Antioxidant enhanced spare capacity in cardiomyocytes as a protective response to oxidative stress induced by hypoxia and redox cycling agent

Increased reactive oxygen species (ROS) generation underlies many pathologies of the cardiovascular system. Strategies that enhance the cell's ability to cope with oxidative stress are being explored by many labs. The main objective of this work was to analyze the effect of antioxidant on cellular respiration in embryonic rat cardiac cells and their capability to cope with oxidative stress. The cells were adapted to hypoxia in the presence of the antioxidant, ascorbic acid, followed by exposure to the endogenous H 2 O 2 generator redox cycling agent, 2, 3‐dimethyloxy‐ 1, 4‐naphtoquinone (DMNQ).

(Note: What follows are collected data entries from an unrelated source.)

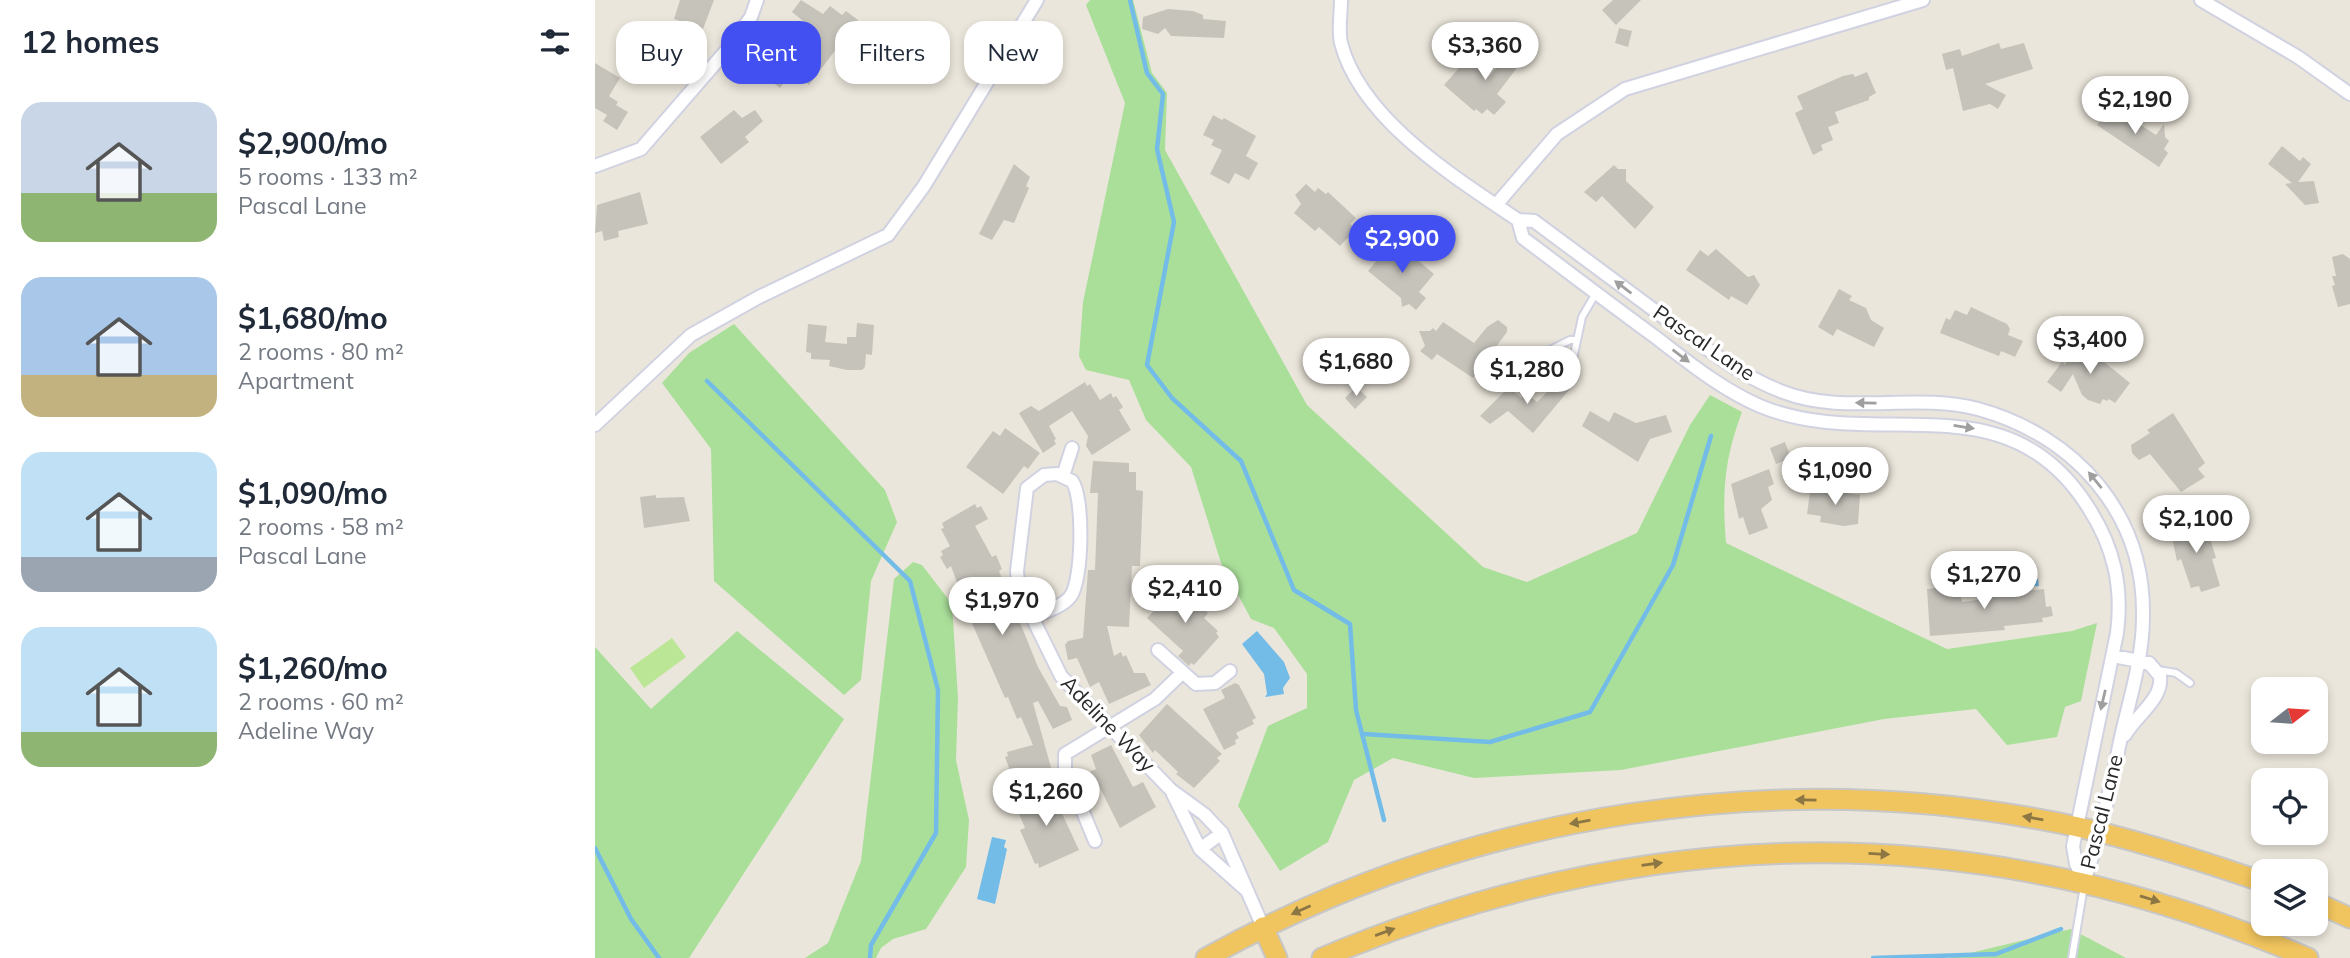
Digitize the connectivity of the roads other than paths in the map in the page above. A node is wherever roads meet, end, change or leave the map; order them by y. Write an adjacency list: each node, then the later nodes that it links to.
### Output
1 (757, 0): 7 (street)
2 (1037, 0): 14 (street)
3 (1341, 0): 8 (street, Pascal Lane)
4 (1923, 0): 8 (street)
5 (2201, 0): 6 (street)
6 (2350, 94)
7 (595, 166)
8 (1496, 205): 9 (street, Pascal Lane)
9 (1518, 220): 10 (street, Pascal Lane); 12 (street, Pascal Lane, one-way to 9)
10 (1596, 293): 11 (lane); 13 (street, Pascal Lane, one-way to 13)
11 (1577, 340): 11 (lane)
12 (1902, 404): 13 (street); 15 (street, Pascal Lane)
13 (1898, 424): 17 (street, Pascal Lane, one-way to 17)
14 (595, 425)
15 (2050, 440): 17 (street); 21 (street, Pascal Lane, one-way to 15)
16 (1072, 448): 18 (street)
17 (2039, 456): 19 (street, Pascal Lane)
18 (1063, 475): 20 (street, Adeline Way); 20 (street)
19 (2120, 614): 21 (street); 23 (street, Pascal Lane)
20 (1032, 617): 29 (street, Adeline Way)
21 (2143, 617): 24 (street, Pascal Lane)
22 (1158, 650): 27 (street)
23 (2113, 656): 24 (street); 32 (street, Pascal Lane, one-way to 32)
24 (2138, 661): 25 (street); 30 (street, Pascal Lane)
25 (2158, 670): 28 (lane); 30 (street)
26 (1230, 671): 27 (street)
27 (1182, 673): 29 (street)
28 (2190, 683)
29 (1109, 726): 31 (street, Adeline Way); 35 (street)
30 (2119, 748): 34 (street, Pascal Lane)
31 (1171, 790): 33 (street, Adeline Way); 36 (street, Adeline Way)
32 (2076, 827): 34 (highway); 38 (street, Pascal Lane); 42 (highway, one-way to 42)
33 (1222, 832): 36 (street); 39 (street, Adeline Way)
34 (2100, 832): 37 (highway); 38 (street, Pascal Lane)
35 (1095, 841)
36 (1200, 849): 39 (street, Adeline Way)
37 (2251, 878)
38 (2084, 881): 45 (highway, one-way to 38); 46 (lane); 47 (highway, one-way to 47)
39 (1247, 892): 42 (street, Adeline Way)
40 (2328, 908): 41 (highway)
41 (2350, 918)
42 (1263, 927): 43 (highway); 44 (highway)
43 (1206, 958)
44 (1277, 958)
45 (1322, 958)
46 (2072, 958)
47 (2308, 958)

Mitochondrial function was measured in intact cells using an Extracellular Flux (XF) analyzer. The spare respiratory capacity of the cells decreased in a dose dependent manner following DMNQ treatment. Growing the cells in the presence of an antioxidant enhanced spare respiratory capacity and therefore protected from exposure to DMNQ both in hypoxic (Fig 1) and normoxic conditions. In conclusion, the admission of antioxidant to the cardiomyocytes, either in hypoxia or normoxia, enhanced significantly both their maximal respiration and spare respiratory capacity, enabling them to protect the mitochondria within the cell against oxidative damage. Boosting spare capacity should provide a means to counteract its decrease caused by environmental toxins, aging or the acute effects of disease.